*Goal of the exercise*
Looking through the listing, how many of its lines hold the word "paths"? Answer with only the number.

Data for analysis: Begin

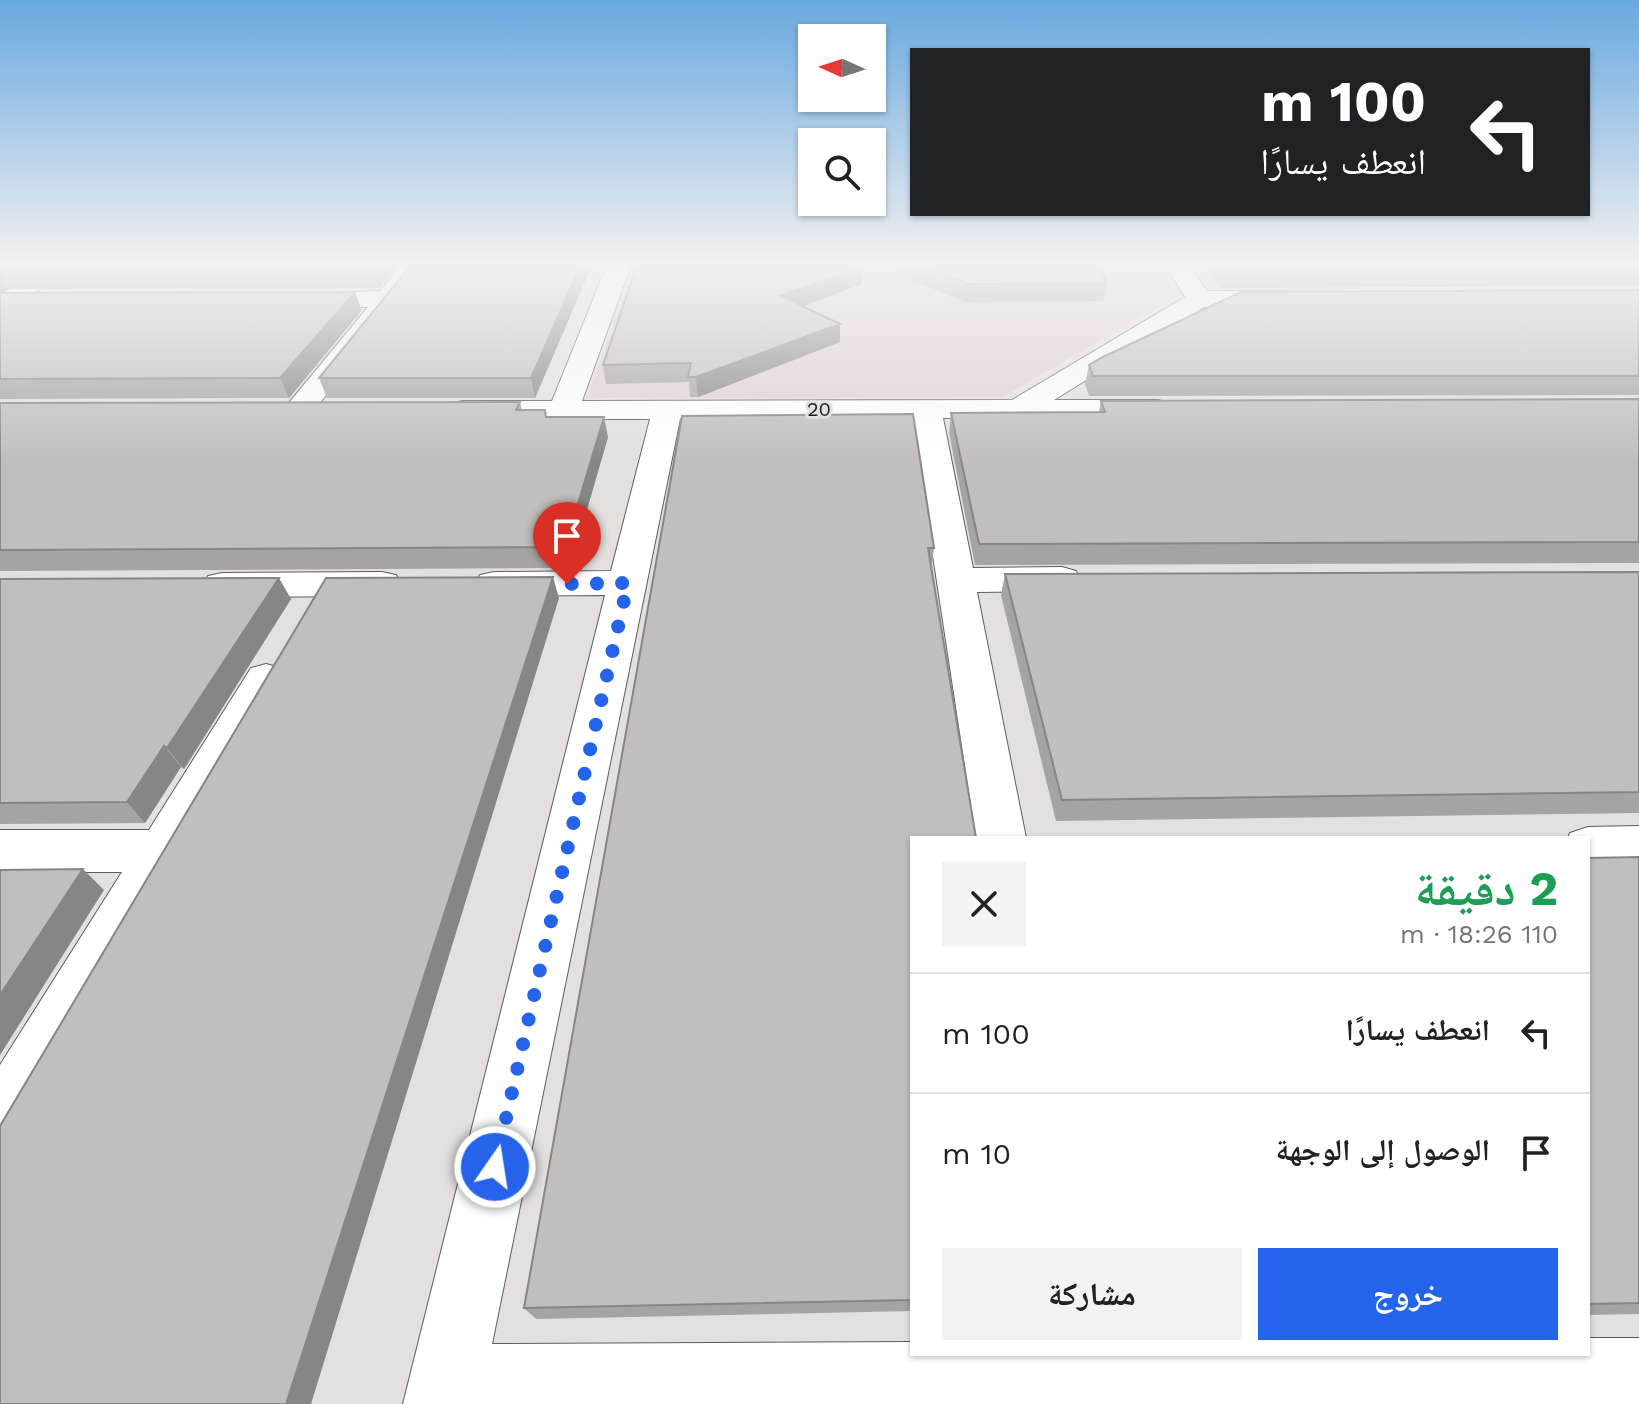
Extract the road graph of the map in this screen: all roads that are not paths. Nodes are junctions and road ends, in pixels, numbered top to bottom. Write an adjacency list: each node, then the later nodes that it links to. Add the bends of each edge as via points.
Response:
1 (363, 331): 7 (street)
2 (594, 331): 10 (street)
3 (1147, 331): 6 (street)
4 (1194, 408): 6 (street, 20)
5 (926, 409): 6 (street, 20); 11 (street, 20); 14 (street)
6 (1019, 409)
7 (299, 410): 8 (street); 12 (street)
8 (330, 410)
9 (439, 410): 10 (street, 20)
10 (563, 410): 11 (street, 20)
11 (667, 410): 15 (street)
12 (267, 411)
13 (1099, 579): 14 (street)
14 (956, 580): 20 (street)
15 (628, 583): 17 (street); 28 (street)
16 (414, 584): 19 (street)
17 (460, 584)
18 (185, 585): 19 (street)
19 (304, 615): 24 (street)
20 (1001, 836)
21 (1639, 847): 22 (street)
22 (1590, 848)
23 (0, 851): 24 (street)
24 (163, 851): 25 (street)
25 (0, 1123)
26 (1092, 1366): 27 (street); 28 (street)
27 (1639, 1376)
28 (444, 1393)

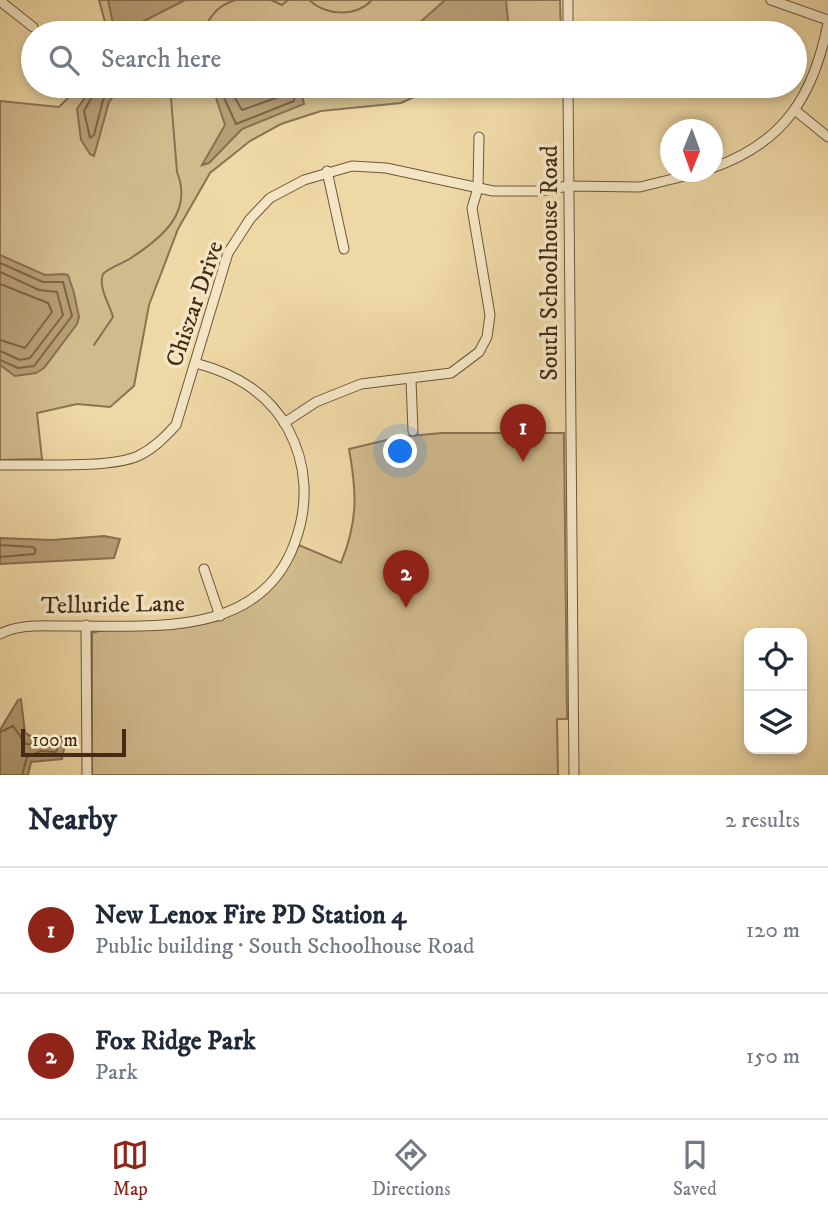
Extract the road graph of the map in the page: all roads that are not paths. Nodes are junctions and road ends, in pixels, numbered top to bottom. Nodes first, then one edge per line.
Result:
1 (568, 0) edge
2 (771, 0) edge
3 (0, 1) edge
4 (25, 21) edge
5 (568, 21) edge
6 (828, 22) edge
7 (807, 93) edge
8 (568, 98) edge
9 (804, 98) edge
10 (796, 111) junction
11 (828, 137) edge
12 (479, 138) dead end
13 (723, 164) edge
14 (327, 171) junction
15 (660, 182) edge
16 (568, 186) junction
17 (478, 188) junction
18 (344, 249) dead end
19 (195, 363) junction
20 (411, 380) junction
21 (284, 423) junction
22 (413, 431) dead end
23 (0, 465) edge
24 (204, 569) dead end
25 (220, 616) junction
26 (86, 625) junction
27 (0, 634) edge
28 (87, 775) edge
29 (573, 775) edge

1 - 5 street
2 - 6 street
3 - 4 street
6 - 7 street
8 - 16 street, South Schoolhouse Road
9 - 10 street
10 - 11 street
10 - 13 street
12 - 17 street
14 - 17 street, Chiszar Drive
14 - 18 street
14 - 19 street, Chiszar Drive
15 - 16 street, Chiszar Drive
16 - 17 street, Chiszar Drive
16 - 29 street, South Schoolhouse Road
17 - 20 street
19 - 21 street, Telluride Lane
19 - 23 street, Chiszar Drive
20 - 21 street
20 - 22 street
21 - 25 street, Telluride Lane
24 - 25 street
25 - 26 street, Telluride Lane
26 - 27 street, Telluride Lane
26 - 28 street

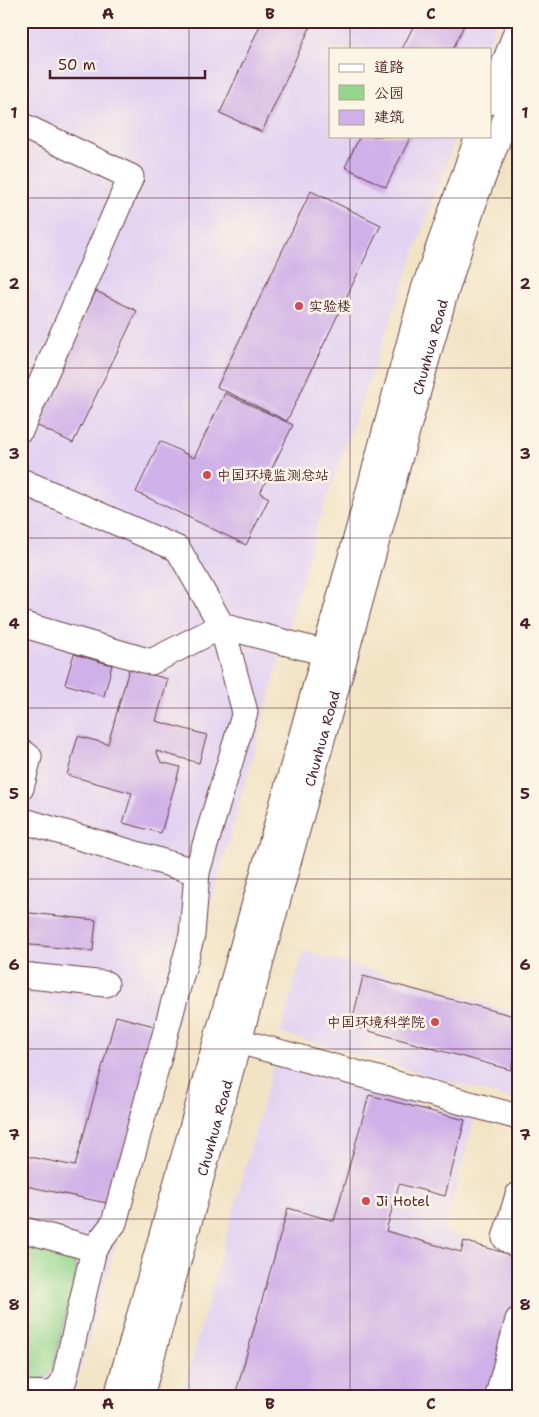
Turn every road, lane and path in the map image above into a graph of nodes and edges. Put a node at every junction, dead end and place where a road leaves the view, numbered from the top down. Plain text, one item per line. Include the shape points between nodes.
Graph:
1 (518, 28) edge
2 (518, 86) edge
3 (492, 97) edge
4 (21, 125) edge
5 (477, 138) edge
6 (21, 429) edge
7 (21, 481) edge
8 (21, 624) edge
9 (222, 626) junction
10 (335, 655) junction
11 (21, 751) edge
12 (21, 788) edge
13 (21, 820) edge
14 (197, 872) junction
15 (21, 975) edge
16 (106, 984) dead end
17 (238, 1041) junction
18 (518, 1117) edge
19 (518, 1195) edge
20 (21, 1229) edge
21 (518, 1246) edge
22 (94, 1249) junction
23 (518, 1320) edge
24 (21, 1392) edge
25 (117, 1396) edge
26 (141, 1396) edge
27 (498, 1396) edge

1 - 3 street
2 - 10 street, Chunhua Road via 476,196
4 - 6 street via 131,177
5 - 10 street, Chunhua Road via 424,289
7 - 9 street via 178,549
8 - 9 street via 151,662
9 - 10 street
9 - 14 street via 245,712
10 - 17 street, Chunhua Road
10 - 25 street, Chunhua Road
11 - 12 street via 29,757
13 - 14 street
14 - 22 street via 192,935 114,1223
15 - 16 street
17 - 18 street
17 - 26 street, Chunhua Road
19 - 21 street via 506,1238
20 - 22 street
22 - 24 street via 64,1380 55,1394
23 - 27 street

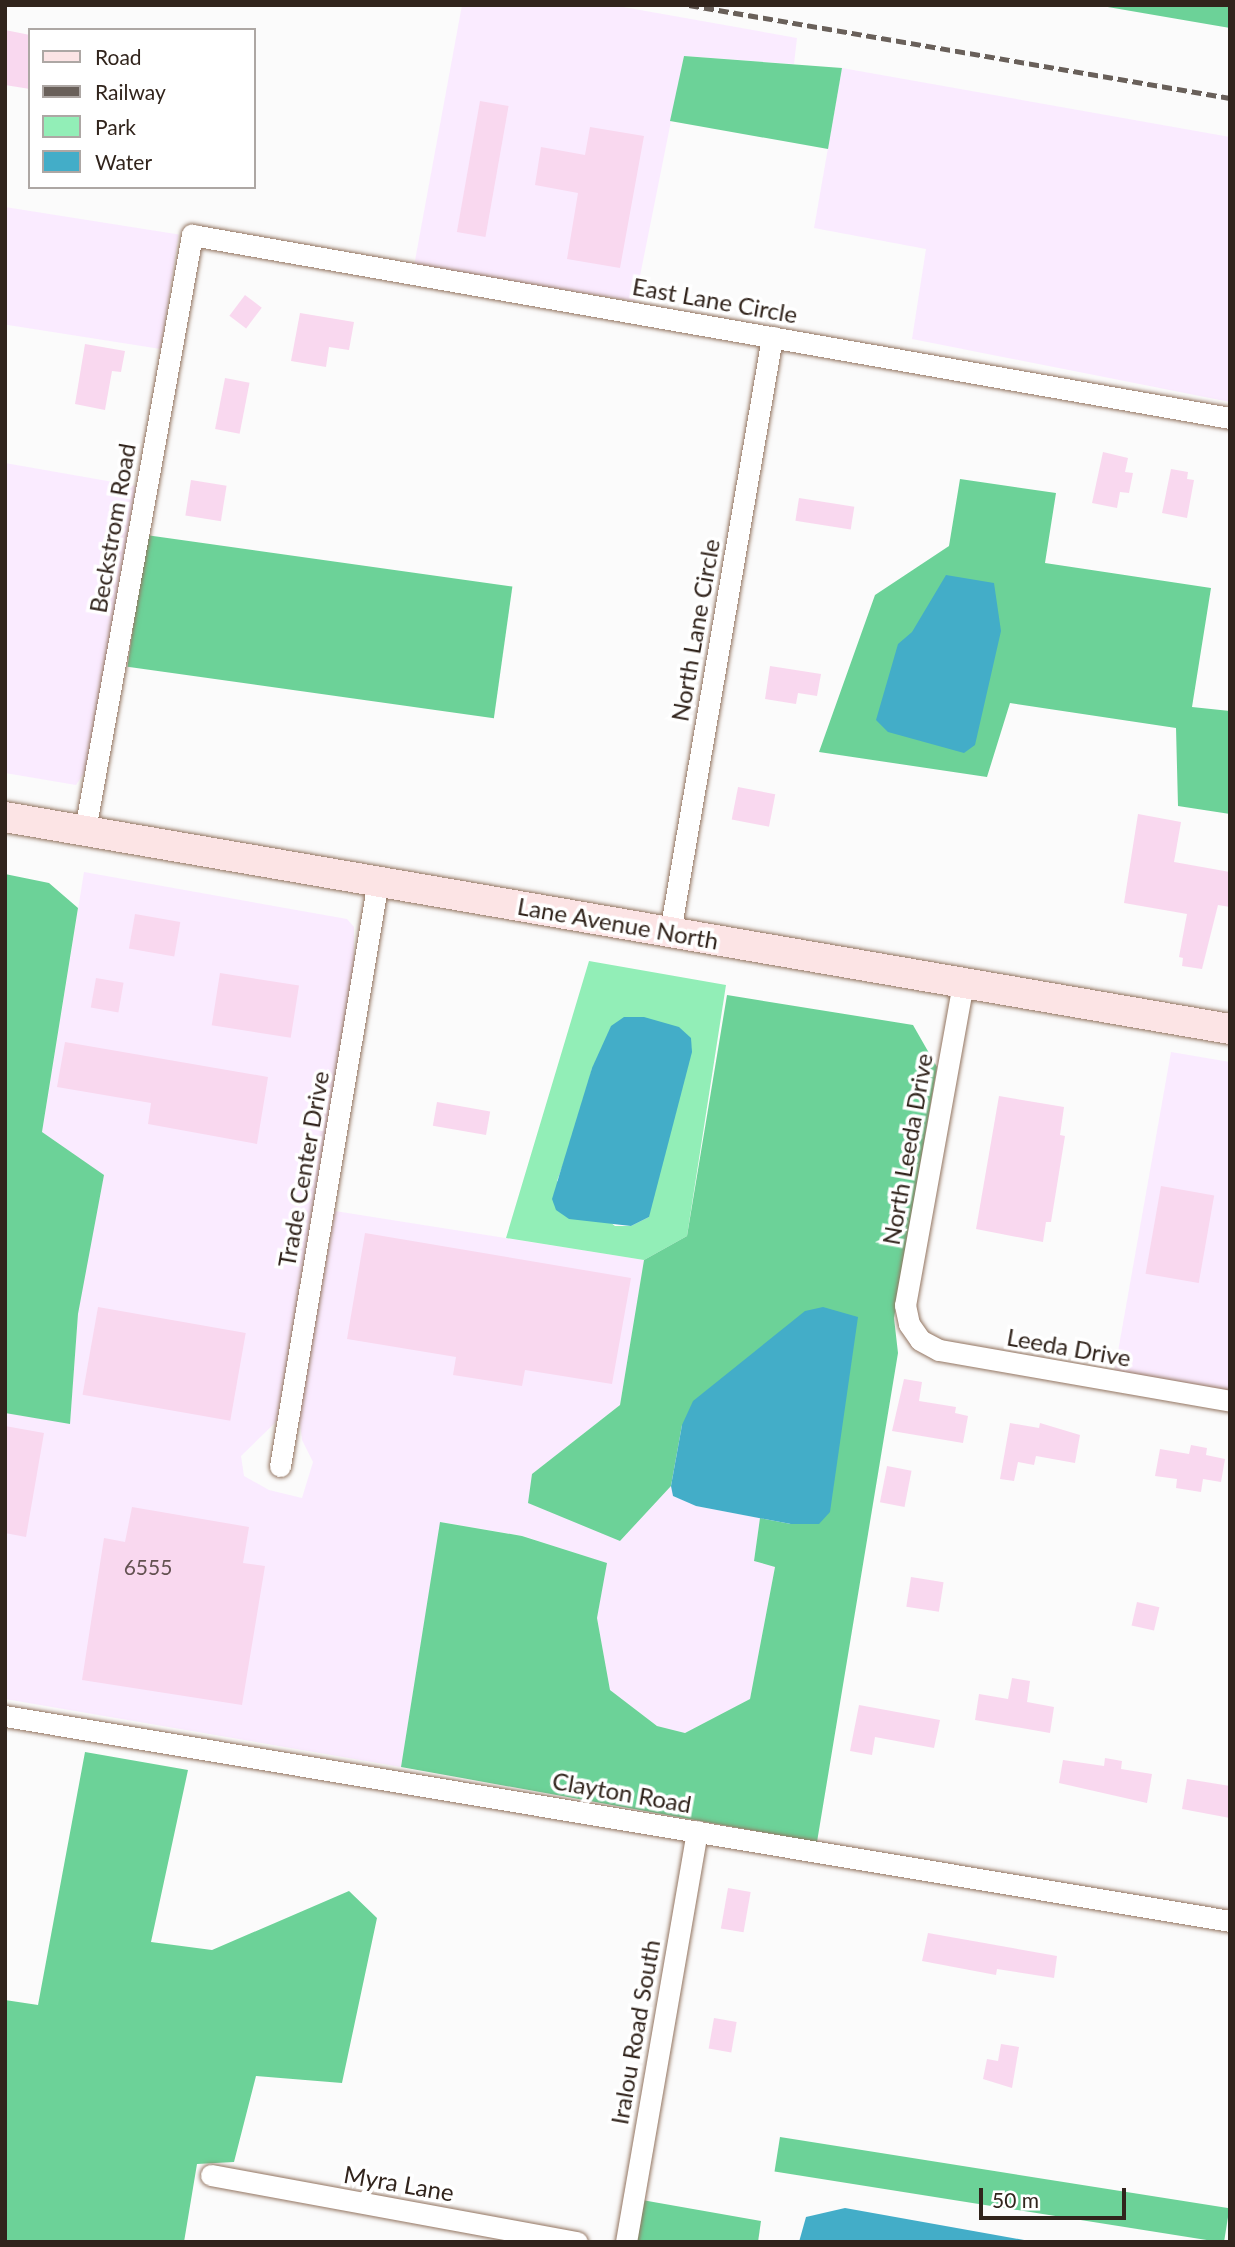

Data for analysis: End

*Task result*
2